Problem: Only the lines from the line containing "newsletter is aimed" to the end of the entries should be repeated, exactly as they appear.

The records:
============================================================
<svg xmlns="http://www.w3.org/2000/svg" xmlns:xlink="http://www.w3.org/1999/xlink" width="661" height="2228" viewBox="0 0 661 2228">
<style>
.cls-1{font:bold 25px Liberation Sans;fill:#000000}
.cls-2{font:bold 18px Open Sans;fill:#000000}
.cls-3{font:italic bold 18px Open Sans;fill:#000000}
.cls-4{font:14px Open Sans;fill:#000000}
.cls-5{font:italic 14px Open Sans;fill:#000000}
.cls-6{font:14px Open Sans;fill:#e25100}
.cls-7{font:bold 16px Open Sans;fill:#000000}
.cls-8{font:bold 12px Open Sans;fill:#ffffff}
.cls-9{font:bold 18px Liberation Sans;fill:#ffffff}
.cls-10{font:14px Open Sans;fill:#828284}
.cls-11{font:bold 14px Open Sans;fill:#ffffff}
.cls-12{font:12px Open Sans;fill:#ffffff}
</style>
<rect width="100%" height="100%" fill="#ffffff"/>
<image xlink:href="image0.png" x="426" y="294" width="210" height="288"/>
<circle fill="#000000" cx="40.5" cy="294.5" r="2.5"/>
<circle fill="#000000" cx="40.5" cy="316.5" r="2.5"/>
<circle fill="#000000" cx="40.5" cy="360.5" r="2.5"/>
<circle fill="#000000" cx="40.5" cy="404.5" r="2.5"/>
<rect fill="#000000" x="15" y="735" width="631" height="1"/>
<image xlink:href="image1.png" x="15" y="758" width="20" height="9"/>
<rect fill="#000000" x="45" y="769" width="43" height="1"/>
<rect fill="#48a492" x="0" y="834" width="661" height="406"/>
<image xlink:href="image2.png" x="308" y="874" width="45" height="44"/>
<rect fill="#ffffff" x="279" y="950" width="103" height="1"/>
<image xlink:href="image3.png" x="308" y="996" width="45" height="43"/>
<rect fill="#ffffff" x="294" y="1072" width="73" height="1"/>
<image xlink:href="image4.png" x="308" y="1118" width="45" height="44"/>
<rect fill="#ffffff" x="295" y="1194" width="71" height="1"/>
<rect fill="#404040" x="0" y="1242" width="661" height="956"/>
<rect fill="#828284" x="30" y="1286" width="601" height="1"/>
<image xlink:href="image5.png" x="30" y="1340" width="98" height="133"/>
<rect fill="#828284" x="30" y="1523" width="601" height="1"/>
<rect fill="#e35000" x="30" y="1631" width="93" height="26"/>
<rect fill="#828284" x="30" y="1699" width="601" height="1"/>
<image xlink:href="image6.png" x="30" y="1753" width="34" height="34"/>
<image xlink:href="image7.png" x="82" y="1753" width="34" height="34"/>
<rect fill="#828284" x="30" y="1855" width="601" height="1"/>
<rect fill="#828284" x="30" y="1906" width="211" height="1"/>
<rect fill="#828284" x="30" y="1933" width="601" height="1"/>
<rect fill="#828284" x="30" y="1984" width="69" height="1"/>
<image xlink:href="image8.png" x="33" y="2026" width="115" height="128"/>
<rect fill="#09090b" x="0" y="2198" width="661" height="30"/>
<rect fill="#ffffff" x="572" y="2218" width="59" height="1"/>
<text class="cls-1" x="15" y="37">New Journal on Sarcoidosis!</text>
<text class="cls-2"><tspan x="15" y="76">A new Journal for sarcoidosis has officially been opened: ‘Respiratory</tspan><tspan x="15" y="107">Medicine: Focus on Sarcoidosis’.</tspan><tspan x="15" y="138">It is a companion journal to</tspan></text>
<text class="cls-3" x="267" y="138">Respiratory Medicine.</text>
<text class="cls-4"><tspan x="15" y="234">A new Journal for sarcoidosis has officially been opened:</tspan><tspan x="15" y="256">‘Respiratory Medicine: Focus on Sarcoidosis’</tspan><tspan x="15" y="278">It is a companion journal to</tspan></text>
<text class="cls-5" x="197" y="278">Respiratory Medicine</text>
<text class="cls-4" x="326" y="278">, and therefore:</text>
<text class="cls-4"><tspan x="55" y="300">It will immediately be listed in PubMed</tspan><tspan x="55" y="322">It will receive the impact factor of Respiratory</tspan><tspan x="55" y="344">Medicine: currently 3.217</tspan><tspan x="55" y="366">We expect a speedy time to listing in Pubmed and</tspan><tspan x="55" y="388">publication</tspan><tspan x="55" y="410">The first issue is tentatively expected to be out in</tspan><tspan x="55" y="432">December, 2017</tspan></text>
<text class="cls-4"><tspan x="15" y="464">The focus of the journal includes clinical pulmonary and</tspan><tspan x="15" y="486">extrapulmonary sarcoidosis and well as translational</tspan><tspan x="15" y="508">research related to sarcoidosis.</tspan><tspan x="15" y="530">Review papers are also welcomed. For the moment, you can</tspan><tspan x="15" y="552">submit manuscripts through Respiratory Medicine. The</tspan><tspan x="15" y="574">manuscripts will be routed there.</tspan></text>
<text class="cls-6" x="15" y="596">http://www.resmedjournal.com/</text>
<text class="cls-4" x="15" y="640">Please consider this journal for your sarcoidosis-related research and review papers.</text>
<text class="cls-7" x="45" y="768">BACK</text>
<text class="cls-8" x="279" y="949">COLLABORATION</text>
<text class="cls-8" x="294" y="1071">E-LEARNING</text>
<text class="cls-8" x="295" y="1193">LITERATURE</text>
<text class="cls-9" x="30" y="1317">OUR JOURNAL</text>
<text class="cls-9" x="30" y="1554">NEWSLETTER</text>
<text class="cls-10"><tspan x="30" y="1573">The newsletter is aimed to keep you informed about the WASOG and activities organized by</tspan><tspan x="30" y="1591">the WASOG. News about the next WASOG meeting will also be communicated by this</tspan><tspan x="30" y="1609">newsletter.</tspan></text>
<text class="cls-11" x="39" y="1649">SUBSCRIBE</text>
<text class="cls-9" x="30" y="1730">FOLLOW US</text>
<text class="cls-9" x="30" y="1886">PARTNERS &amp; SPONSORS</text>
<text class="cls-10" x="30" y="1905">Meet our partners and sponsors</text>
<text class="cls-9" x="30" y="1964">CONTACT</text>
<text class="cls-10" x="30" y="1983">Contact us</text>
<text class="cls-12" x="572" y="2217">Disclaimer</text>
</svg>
============================================================
Final answer:
<text class="cls-10"><tspan x="30" y="1573">The newsletter is aimed to keep you informed about the WASOG and activities organized by</tspan><tspan x="30" y="1591">the WASOG. News about the next WASOG meeting will also be communicated by this</tspan><tspan x="30" y="1609">newsletter.</tspan></text>
<text class="cls-11" x="39" y="1649">SUBSCRIBE</text>
<text class="cls-9" x="30" y="1730">FOLLOW US</text>
<text class="cls-9" x="30" y="1886">PARTNERS &amp; SPONSORS</text>
<text class="cls-10" x="30" y="1905">Meet our partners and sponsors</text>
<text class="cls-9" x="30" y="1964">CONTACT</text>
<text class="cls-10" x="30" y="1983">Contact us</text>
<text class="cls-12" x="572" y="2217">Disclaimer</text>
</svg>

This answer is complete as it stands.